-- To do --
Give back, unchanged, the lines from the one containing "Please list the" to the end of the listing, inclusive of both.

-- Material provided --
========
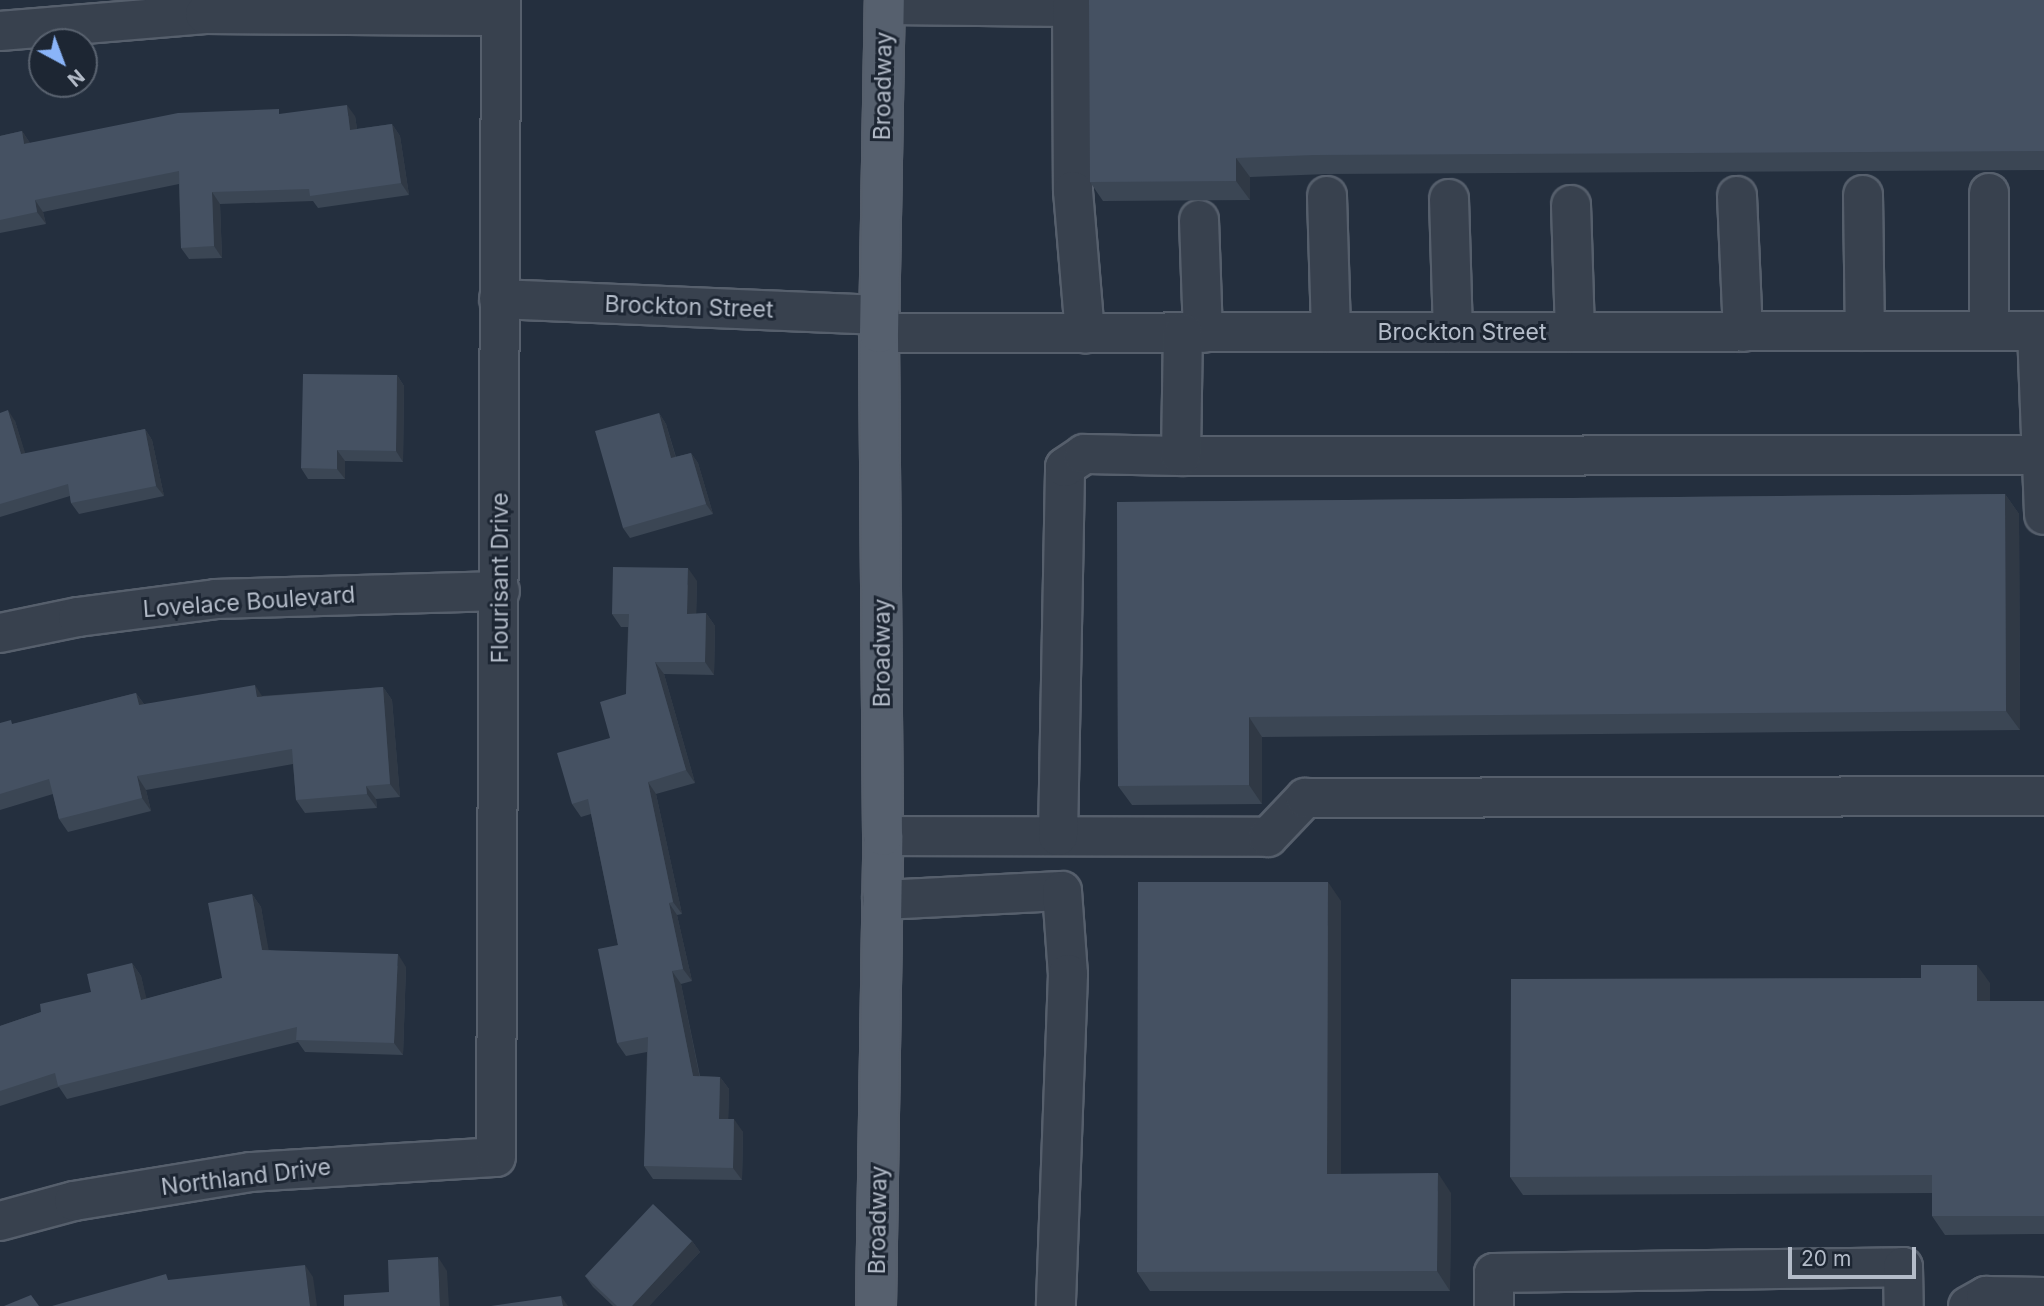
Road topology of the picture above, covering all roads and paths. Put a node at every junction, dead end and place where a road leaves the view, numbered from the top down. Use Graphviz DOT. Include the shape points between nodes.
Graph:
graph roads {
  1 [pos="885,3"];
  2 [pos="501,8"];
  3 [pos="0,31"];
  4 [pos="1989,193"];
  5 [pos="1863,195"];
  6 [pos="1327,196"];
  7 [pos="1737,196"];
  8 [pos="1448,199"];
  9 [pos="1571,205"];
  10 [pos="1199,220"];
  11 [pos="499,299"];
  12 [pos="880,324"];
  13 [pos="1575,331"];
  14 [pos="1865,331"];
  15 [pos="1989,331"];
  16 [pos="2040,331"];
  17 [pos="1331,332"];
  18 [pos="1453,332"];
  19 [pos="1743,332"];
  20 [pos="1085,333"];
  21 [pos="1193,333"];
  22 [pos="2042,455"];
  23 [pos="1181,456"];
  24 [pos="2044,515"];
  25 [pos="500,592"];
  26 [pos="0,634"];
  27 [pos="2044,796"];
  28 [pos="883,836"];
  29 [pos="1058,836"];
  30 [pos="882,901"];
  31 [pos="496,1157"];
  32 [pos="0,1221"];
  33 [pos="2044,1297"];
  34 [pos="876,1306"];
  35 [pos="1056,1306"];
  36 [pos="1494,1306"];
  37 [pos="1904,1306"];
  38 [pos="1968,1306"];
  1 -- 12 [label="main road, Broadway"];
  1 -- 20 [label="street" via="1072,7 1073,191"];
  2 -- 3 [label="street" via="205,14"];
  2 -- 11 [label="street, Flourisant Drive"];
  4 -- 15 [label="street"];
  5 -- 14 [label="street"];
  6 -- 17 [label="street"];
  7 -- 19 [label="street"];
  8 -- 18 [label="street"];
  9 -- 13 [label="street"];
  10 -- 21 [label="street"];
  11 -- 12 [label="street, Brockton Street"];
  11 -- 25 [label="street, Flourisant Drive"];
  12 -- 20 [label="street, Brockton Street"];
  12 -- 28 [label="main road, Broadway"];
  13 -- 18 [label="street, Brockton Street"];
  13 -- 19 [label="street, Brockton Street"];
  14 -- 15 [label="street, Brockton Street"];
  14 -- 19 [label="street, Brockton Street"];
  15 -- 16 [label="street, Brockton Street"];
  16 -- 22 [label="street"];
  17 -- 18 [label="street, Brockton Street"];
  17 -- 21 [label="street, Brockton Street"];
  20 -- 21 [label="street, Brockton Street"];
  21 -- 23 [label="street"];
  22 -- 23 [label="street"];
  22 -- 24 [label="street"];
  23 -- 29 [label="street" via="1084,454 1065,467"];
  25 -- 26 [label="street, Lovelace Boulevard" via="216,599 78,617"];
  25 -- 31 [label="street, Flourisant Drive"];
  27 -- 29 [label="street" via="1305,798 1268,837"];
  28 -- 29 [label="street"];
  28 -- 30 [label="main road, Broadway"];
  30 -- 34 [label="main road, Broadway"];
  30 -- 35 [label="street" via="1062,891 1068,974"];
  31 -- 32 [label="street, Northland Drive" via="251,1172 74,1200"];
  33 -- 38 [label="street" via="1986,1296"];
  36 -- 37 [label="street" via="1494,1273 1903,1267"];
}
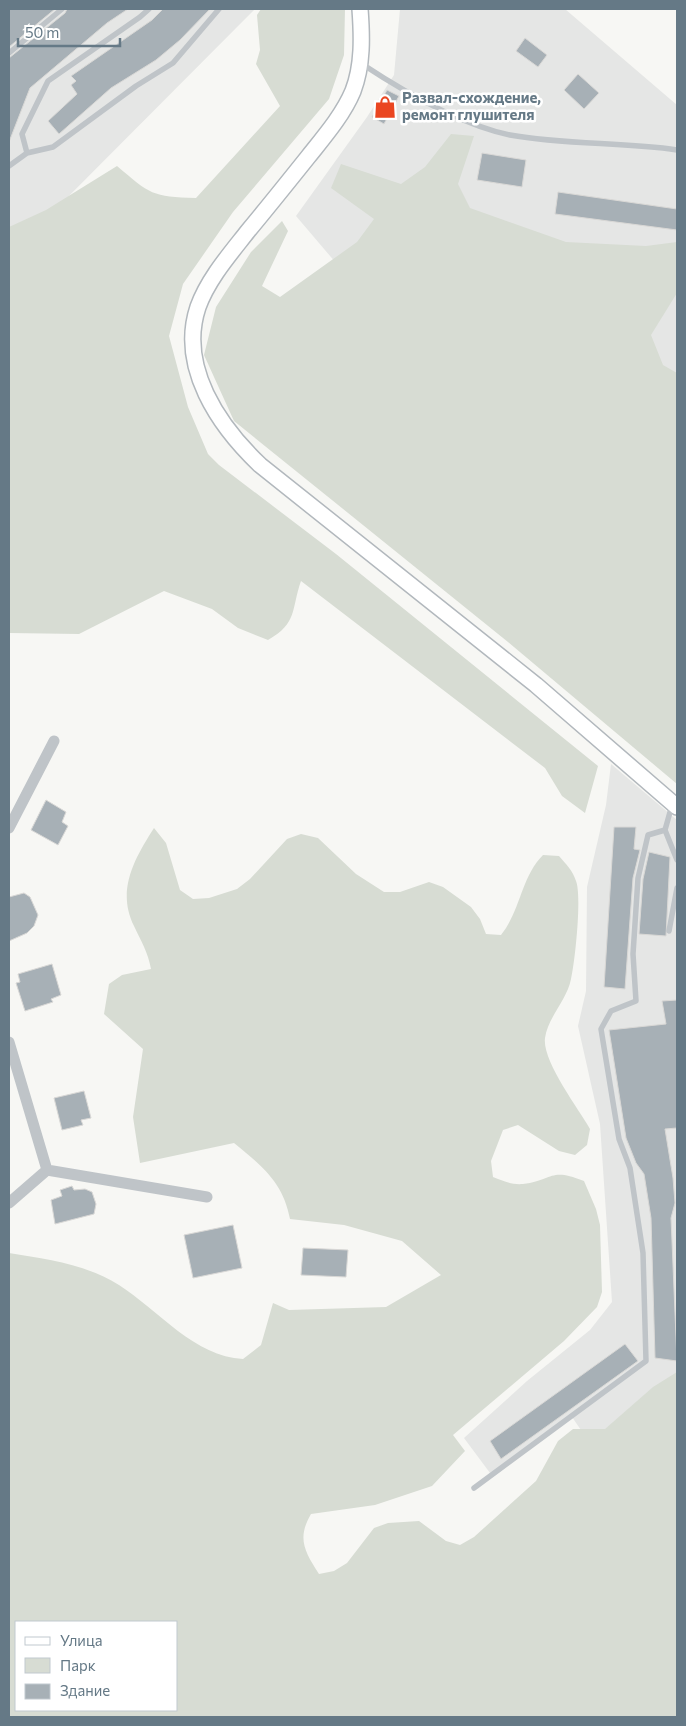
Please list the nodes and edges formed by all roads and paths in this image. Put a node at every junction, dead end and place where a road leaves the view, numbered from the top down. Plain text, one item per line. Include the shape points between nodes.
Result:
========
-- Answer space --
Please list the nodes and edges formed by all roads and paths in this image. Put a node at every junction, dead end and place where a road leaves the view, numbered from the top down. Plain text, one item per line. Include the shape points between nodes.
Result:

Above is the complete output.